Pensa che il Partito democratico riuscirà a colmare la distanza che si è creata, come si è visto anche alle ultime elezioni amministrative di giugno, tra molti cittadini del Nord e il centrosinistra?
Sì, se il Partito democratico sarà aperto alla società, se sarà pragmatico. Sì, se saremo in grado di fornire risposte concrete per sciogliere alcuni nodi critici che penalizzano il Nord. Penso alla mobilità, alla logistica, ai servizi alle imprese. Io sono molto ottimista. Credo che l’esito delle ultime elezioni amministrative abbia accelerato un percorso di riflessione al riguardo che nel centrosinistra ha preso avvio già all’indomani delle politiche del ’96. Occorre continuare su questa linea, tornare a parlare al Nord, con linguaggio chiaro e proposte credibili.

La Margherita teme l’omologazione al modello nazionale del Pd, soprattutto in vista delle elezioni provinciali che cadono nell’autunno dell’anno prossimo. Dellai ha teorizzato il concetto della “doppia appartenenza”, ovvero partecipa alla fase costituente del Pd nazionale ma, per il livello locale, ha proposto la costituzione dopo il 2008 di un partito con caratteristiche originali, territoriale, diverso dal Partito democratico, sebbene collegato a questo con la forma della confederazione. Le sembra un percorso compatibile con il progetto nazionale?

Assolutamente sì. E c’è una ragione specifica: il Trentino ha raggiunto in questi anni una piena maturità della propria autonomia istituzionale, grazie a politiche di forte sostegno all’innovazione, unite ad un’attenzione particolare alla tradizione democratica di autogoverno e di coesione sociale che lo caratterizza da sempre.
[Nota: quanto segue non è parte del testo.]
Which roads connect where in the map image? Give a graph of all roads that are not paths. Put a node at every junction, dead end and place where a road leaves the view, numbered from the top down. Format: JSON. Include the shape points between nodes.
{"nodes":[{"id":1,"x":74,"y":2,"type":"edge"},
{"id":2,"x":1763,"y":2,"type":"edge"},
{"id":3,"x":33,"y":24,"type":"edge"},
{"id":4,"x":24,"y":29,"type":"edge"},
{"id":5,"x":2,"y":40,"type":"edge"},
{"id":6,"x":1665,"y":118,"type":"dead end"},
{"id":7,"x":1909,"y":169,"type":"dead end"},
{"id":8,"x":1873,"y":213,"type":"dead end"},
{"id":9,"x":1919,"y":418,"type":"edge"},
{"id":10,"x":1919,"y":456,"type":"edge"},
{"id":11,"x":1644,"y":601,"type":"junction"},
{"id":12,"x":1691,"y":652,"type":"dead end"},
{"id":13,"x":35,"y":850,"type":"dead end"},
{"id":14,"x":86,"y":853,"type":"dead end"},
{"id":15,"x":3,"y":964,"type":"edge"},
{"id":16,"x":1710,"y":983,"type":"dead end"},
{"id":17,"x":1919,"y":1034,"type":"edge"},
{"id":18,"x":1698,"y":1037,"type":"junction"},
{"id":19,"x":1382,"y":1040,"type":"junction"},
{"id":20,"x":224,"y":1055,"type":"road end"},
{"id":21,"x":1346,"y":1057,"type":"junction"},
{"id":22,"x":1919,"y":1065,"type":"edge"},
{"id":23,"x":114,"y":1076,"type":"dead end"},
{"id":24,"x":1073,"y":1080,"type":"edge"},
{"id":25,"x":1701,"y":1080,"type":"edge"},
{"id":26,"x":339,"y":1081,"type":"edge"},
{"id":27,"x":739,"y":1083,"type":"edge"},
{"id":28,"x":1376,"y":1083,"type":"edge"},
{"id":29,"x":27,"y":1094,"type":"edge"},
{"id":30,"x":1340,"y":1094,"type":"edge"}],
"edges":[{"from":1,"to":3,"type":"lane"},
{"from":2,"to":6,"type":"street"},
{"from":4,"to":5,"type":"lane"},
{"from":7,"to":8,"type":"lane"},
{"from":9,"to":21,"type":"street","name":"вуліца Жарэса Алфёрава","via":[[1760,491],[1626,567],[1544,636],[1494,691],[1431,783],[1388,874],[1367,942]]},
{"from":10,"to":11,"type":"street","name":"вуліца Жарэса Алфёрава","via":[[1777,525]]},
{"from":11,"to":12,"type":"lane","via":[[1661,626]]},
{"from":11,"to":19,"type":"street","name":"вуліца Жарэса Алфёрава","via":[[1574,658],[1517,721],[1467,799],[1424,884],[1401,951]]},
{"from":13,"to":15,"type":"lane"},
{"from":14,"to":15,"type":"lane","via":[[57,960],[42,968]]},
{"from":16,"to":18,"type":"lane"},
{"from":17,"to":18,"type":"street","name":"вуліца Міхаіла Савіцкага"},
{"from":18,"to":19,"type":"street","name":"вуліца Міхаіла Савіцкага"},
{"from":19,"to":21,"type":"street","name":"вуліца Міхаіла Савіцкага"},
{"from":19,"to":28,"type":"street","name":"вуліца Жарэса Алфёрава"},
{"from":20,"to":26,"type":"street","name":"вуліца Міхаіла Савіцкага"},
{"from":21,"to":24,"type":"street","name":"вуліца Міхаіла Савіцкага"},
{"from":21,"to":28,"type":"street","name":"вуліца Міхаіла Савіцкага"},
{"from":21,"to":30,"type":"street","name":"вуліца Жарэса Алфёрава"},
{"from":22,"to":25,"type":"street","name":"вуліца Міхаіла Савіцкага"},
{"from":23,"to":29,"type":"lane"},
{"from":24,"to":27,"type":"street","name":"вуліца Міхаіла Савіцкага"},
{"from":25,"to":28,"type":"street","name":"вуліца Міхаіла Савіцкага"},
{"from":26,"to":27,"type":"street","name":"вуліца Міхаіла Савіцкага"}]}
Lorenzo Dellai ha compreso che autonomia significa innanzitutto assunzione di responsabilità e lo ha dimostrato anche nella recente vertenza con il governo per l’attuazione del federalismo fiscale. Ecco dunque che mi pare del tutto legittimo ed anzi auspicabile che l’evoluzione politica accompagni questa maturazione istituzionale; è positivo cioè che si stiano costruendo le condizioni per una più marcata autonomia anche propriamente politica del Trentino rispetto al quadro nazionale. Il nuovo soggetto territoriale, a cui pensano gli amici trentini, è quindi espressione di una felice intuizione, del tutto complementare rispetto all’evoluzione politica nazionale e in alcun modo alternativa. Ed è proprio da questa complementarietà che deriva l’idea di un rapporto confederato con il Partito democratico: creeremo una relazione di forte condivisione ideale sul piano delle politiche di rilancio per il nostro Paese, ma saremo attenti e rispettosi della peculiarità del Trentino.

Si può immaginare, secondo lei, a livello locale un Partito democratico a cui partecipano i Ds, ma non la Margherita?

No, e come sarebbe possibile? Il Partito democratico nasce, culturalmente prima ancora che politicamente, dall’incontro dei filoni di pensiero riformista più fecondi della storia del nostro Paese: quello cattolico-popolare e quello socialdemocratico. Non potrebbe nascere un Partito democratico senza la Margherita, quindi. Ma sono convinto che la considerazione che tra pochi mesi nel Trentino vi sarà un’importante consultazione elettorale farà sì che tutti trovino le strade migliori per arrivare a risultati positivi per tutti.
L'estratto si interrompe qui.